REQUIRED WORK: If a line in the entries below includes "Castillo", show that line.

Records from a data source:
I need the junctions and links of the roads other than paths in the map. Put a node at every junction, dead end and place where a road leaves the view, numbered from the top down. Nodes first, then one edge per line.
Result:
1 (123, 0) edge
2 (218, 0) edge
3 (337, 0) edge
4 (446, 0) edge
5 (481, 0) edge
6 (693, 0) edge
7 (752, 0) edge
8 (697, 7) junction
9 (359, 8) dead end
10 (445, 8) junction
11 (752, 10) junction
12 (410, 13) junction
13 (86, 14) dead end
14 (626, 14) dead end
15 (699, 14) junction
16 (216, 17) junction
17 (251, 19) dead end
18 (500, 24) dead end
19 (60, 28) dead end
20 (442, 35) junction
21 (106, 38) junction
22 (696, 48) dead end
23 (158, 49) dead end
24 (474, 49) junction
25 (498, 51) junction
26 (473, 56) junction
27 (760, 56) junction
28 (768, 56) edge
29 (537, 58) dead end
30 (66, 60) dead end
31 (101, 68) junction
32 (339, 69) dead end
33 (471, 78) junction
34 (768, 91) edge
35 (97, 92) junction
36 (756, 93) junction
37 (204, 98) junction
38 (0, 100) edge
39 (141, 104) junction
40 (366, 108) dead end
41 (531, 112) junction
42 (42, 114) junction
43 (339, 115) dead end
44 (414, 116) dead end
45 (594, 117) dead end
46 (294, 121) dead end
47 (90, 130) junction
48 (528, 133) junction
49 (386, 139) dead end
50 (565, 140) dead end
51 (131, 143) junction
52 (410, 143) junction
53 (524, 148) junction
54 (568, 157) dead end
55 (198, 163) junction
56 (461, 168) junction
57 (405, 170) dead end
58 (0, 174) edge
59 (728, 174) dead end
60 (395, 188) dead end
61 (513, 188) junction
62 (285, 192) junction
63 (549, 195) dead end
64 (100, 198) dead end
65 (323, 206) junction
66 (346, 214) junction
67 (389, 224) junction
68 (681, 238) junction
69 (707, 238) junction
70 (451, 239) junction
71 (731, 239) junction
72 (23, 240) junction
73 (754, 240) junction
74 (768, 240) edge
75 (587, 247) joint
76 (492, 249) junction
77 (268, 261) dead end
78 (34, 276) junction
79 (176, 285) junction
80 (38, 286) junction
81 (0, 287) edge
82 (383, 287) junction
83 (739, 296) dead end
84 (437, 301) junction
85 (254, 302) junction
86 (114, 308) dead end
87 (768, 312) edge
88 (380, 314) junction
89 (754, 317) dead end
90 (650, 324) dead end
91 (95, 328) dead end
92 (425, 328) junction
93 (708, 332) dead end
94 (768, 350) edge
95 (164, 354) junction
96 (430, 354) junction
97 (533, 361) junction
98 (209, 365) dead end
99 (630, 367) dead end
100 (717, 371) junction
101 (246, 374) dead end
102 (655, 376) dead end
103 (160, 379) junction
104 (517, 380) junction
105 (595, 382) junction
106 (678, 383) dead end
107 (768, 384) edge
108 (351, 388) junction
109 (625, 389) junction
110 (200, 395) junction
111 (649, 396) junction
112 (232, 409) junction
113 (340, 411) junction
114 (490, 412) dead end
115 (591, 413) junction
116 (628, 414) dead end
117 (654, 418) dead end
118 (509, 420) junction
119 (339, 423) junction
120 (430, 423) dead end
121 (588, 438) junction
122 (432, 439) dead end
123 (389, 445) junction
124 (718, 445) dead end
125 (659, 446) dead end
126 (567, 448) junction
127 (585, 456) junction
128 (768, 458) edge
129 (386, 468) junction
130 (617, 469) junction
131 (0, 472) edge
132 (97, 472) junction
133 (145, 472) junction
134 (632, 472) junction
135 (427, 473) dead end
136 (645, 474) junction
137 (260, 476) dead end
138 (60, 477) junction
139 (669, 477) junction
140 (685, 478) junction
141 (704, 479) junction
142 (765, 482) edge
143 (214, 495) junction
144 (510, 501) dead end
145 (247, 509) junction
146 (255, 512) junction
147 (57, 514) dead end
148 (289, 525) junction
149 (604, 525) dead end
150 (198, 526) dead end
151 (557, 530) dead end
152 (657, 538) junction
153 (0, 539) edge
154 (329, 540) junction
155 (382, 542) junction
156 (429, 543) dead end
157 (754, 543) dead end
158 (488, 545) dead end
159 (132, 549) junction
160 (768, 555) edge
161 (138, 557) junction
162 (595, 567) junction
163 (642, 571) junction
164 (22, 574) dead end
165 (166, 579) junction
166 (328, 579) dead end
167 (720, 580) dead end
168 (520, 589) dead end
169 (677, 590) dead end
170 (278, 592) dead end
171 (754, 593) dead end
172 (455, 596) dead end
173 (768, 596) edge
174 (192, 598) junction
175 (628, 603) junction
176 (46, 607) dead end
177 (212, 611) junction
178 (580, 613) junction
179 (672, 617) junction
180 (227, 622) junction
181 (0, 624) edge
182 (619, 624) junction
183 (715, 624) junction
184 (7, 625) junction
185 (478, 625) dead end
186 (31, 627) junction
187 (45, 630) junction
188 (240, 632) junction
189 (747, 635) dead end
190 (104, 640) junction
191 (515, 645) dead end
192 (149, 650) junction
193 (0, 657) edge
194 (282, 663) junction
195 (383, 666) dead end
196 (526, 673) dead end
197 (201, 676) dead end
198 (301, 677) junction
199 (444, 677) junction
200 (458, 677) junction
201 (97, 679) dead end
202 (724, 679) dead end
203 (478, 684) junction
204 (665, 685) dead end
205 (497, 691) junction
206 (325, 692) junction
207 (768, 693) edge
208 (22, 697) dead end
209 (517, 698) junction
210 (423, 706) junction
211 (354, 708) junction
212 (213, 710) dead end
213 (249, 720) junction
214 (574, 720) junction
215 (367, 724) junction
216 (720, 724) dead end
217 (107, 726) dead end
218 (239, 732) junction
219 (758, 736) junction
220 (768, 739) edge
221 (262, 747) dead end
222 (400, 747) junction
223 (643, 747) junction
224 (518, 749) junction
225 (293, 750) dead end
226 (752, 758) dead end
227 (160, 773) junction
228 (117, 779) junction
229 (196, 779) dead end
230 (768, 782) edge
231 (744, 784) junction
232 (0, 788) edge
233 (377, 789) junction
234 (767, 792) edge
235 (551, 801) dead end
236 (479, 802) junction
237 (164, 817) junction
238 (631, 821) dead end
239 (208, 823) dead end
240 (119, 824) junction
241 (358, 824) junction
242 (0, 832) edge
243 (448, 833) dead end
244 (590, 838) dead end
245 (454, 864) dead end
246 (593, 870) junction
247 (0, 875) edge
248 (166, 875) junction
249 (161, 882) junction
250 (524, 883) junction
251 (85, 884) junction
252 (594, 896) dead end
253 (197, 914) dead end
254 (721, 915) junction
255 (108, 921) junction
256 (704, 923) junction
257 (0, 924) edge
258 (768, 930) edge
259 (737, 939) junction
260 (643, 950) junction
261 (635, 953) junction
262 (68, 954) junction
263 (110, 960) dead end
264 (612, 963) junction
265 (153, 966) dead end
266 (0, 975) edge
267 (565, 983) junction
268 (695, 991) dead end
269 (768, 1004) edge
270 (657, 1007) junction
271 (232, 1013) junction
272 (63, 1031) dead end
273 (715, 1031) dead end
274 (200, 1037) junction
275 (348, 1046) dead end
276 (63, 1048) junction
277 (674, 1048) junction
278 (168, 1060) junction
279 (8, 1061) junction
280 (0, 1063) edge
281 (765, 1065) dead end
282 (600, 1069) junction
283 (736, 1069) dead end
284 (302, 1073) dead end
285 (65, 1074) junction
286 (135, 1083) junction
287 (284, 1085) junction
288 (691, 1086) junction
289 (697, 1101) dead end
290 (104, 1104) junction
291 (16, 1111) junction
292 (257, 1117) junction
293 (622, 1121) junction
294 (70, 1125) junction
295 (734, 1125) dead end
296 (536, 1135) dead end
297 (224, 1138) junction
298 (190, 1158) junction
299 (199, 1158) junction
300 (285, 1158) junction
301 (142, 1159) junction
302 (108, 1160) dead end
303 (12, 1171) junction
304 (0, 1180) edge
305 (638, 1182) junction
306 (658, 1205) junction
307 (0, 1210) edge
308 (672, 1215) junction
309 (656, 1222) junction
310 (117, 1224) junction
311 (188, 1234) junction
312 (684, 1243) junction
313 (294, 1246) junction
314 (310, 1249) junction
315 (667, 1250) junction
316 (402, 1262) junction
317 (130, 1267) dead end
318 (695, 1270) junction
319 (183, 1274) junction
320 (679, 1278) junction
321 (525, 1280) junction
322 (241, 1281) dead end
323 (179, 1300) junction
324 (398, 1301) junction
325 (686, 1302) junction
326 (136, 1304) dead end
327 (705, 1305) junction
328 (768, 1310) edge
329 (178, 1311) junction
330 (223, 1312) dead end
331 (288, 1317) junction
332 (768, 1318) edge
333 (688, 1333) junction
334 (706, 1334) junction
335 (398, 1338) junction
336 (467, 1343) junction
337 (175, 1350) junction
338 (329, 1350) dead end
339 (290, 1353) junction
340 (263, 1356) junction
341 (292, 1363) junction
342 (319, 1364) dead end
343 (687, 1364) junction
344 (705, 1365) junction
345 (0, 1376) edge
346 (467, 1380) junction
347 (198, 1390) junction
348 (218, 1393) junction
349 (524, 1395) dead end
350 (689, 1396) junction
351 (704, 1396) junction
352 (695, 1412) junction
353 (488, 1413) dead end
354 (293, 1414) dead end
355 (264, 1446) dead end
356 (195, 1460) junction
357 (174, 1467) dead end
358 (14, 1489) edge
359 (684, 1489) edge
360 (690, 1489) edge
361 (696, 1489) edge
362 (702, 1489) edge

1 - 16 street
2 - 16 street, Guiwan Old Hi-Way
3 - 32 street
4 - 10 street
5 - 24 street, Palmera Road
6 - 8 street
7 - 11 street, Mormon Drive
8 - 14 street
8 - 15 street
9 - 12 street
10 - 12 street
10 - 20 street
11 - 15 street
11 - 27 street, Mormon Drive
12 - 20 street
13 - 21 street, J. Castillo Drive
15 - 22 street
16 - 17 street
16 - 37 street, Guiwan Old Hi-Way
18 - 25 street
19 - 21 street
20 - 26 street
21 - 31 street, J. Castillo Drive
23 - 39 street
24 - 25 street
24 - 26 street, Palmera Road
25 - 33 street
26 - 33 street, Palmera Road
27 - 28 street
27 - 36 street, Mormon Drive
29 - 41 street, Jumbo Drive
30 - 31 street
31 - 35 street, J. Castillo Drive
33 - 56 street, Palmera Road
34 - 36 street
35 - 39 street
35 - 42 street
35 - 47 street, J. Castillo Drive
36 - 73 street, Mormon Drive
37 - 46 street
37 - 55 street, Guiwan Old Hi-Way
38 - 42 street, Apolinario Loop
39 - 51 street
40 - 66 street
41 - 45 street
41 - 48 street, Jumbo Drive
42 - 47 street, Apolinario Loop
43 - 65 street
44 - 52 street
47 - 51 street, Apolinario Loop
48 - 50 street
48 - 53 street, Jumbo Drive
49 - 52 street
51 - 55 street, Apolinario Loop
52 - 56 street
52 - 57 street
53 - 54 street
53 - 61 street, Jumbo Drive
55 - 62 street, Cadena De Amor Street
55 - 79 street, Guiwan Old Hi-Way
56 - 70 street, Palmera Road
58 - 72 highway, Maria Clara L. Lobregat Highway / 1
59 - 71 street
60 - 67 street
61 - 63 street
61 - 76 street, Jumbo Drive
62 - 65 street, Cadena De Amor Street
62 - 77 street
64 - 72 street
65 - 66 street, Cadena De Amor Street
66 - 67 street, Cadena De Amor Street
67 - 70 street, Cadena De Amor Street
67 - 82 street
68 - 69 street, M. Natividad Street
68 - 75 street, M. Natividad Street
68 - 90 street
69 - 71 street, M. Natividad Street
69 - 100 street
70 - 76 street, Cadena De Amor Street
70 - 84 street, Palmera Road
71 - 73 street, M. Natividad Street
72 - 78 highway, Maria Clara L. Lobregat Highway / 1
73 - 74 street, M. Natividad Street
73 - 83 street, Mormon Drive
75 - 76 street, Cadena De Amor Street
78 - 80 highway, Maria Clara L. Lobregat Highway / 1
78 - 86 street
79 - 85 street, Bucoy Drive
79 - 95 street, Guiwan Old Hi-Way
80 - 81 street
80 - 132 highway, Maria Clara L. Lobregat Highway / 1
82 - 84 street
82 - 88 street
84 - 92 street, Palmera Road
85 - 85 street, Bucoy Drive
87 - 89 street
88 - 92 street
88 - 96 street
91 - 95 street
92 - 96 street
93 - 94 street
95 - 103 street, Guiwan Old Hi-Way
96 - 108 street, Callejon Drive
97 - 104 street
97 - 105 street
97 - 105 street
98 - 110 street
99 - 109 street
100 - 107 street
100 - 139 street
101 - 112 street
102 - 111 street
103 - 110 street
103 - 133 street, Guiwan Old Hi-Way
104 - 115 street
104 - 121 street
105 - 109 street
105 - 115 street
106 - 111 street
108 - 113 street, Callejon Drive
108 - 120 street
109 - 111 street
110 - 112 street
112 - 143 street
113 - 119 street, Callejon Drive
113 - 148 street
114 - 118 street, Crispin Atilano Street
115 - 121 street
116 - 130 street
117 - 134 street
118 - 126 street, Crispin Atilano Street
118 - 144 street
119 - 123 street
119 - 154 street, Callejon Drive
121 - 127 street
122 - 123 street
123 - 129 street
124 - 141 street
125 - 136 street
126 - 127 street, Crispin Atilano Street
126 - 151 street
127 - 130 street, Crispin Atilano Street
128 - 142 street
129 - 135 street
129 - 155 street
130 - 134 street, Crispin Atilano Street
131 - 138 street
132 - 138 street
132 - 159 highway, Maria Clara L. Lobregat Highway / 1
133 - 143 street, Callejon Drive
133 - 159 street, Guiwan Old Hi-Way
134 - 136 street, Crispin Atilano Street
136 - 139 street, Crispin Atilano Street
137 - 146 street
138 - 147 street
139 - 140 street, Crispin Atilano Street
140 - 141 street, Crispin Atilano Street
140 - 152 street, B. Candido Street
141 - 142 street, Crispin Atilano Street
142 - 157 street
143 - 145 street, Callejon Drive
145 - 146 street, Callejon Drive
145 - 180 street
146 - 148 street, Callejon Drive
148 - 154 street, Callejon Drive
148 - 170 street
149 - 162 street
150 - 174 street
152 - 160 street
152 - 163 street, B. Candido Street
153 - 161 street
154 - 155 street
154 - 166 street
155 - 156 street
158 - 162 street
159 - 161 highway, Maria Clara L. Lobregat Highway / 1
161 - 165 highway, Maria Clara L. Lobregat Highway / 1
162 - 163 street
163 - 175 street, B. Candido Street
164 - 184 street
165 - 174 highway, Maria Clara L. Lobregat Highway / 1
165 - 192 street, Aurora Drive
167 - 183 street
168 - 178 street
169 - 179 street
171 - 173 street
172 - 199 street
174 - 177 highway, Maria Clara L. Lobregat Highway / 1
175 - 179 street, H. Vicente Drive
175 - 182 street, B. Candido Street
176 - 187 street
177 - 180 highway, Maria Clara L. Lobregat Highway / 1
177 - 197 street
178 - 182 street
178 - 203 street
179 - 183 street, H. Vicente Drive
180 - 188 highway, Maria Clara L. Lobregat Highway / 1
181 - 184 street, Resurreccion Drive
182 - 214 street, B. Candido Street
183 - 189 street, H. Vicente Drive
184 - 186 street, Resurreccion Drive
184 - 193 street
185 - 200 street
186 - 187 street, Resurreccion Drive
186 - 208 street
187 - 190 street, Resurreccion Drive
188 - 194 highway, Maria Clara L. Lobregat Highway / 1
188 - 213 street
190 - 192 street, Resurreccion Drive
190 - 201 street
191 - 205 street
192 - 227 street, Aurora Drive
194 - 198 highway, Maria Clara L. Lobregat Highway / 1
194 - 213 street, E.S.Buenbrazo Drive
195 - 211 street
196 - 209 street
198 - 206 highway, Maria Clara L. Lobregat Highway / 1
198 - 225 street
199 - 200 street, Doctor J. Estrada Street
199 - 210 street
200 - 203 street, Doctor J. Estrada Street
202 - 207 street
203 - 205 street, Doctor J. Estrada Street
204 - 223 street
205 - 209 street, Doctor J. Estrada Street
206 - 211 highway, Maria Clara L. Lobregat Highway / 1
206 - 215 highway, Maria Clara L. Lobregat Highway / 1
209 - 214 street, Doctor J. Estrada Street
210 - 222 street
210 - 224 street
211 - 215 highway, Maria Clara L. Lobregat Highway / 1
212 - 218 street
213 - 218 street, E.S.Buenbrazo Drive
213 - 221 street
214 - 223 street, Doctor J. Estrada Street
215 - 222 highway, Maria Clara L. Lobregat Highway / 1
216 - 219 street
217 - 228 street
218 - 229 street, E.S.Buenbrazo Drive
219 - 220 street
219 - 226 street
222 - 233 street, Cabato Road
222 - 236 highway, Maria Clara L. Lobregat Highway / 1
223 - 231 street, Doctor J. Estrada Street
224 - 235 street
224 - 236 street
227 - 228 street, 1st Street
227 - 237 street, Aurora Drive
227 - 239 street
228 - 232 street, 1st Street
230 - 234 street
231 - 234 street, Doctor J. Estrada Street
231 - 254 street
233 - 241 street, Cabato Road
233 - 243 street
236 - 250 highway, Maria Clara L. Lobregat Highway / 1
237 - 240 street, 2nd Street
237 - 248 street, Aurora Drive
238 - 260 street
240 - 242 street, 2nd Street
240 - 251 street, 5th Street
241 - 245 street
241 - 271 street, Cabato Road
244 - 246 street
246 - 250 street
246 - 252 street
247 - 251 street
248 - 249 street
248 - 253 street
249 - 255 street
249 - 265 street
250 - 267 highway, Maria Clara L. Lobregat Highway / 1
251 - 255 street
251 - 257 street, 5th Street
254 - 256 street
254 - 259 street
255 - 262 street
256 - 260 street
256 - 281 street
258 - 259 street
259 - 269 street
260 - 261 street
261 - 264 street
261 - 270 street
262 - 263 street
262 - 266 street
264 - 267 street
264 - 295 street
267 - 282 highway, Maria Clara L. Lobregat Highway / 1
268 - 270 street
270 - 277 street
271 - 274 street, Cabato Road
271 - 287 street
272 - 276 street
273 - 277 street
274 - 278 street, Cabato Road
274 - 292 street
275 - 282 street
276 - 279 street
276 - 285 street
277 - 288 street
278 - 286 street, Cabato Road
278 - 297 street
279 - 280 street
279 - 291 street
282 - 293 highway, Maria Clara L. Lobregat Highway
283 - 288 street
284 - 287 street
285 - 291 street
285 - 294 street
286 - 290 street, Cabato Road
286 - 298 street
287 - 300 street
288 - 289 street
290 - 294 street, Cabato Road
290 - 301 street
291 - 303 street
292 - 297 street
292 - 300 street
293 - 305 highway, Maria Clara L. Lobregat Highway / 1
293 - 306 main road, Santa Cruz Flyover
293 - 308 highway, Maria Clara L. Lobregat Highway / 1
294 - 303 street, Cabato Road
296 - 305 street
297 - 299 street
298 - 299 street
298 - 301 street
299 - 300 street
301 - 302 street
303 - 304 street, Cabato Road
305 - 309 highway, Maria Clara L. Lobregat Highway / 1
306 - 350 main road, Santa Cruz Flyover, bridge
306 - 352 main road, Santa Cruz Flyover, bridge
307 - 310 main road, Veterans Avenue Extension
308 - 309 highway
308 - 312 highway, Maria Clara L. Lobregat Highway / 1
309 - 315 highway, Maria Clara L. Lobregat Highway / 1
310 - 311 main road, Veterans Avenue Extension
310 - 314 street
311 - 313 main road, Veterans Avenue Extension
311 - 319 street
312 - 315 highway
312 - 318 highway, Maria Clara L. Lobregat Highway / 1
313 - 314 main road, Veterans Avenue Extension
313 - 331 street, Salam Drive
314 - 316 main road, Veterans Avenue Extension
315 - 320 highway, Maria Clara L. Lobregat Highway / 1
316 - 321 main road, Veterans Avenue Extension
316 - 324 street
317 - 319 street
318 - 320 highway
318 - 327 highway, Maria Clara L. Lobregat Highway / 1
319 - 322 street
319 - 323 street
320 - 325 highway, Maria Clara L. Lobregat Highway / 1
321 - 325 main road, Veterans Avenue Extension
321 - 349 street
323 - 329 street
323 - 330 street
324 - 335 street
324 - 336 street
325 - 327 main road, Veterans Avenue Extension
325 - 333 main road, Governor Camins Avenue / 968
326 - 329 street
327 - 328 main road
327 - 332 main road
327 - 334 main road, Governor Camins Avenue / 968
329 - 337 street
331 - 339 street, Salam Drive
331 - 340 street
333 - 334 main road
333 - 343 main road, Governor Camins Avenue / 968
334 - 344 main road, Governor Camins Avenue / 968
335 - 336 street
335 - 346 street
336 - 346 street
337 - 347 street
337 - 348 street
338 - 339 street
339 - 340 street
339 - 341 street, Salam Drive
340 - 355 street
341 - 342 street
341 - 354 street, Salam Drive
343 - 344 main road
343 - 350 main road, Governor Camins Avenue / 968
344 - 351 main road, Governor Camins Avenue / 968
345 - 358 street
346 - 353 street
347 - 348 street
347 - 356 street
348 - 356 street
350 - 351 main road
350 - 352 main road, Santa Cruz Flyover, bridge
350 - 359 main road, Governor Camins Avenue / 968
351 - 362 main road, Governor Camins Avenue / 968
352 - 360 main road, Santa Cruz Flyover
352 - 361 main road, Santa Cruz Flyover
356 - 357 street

ANSWER BOX:
13 - 21 street, J. Castillo Drive
21 - 31 street, J. Castillo Drive
31 - 35 street, J. Castillo Drive
35 - 47 street, J. Castillo Drive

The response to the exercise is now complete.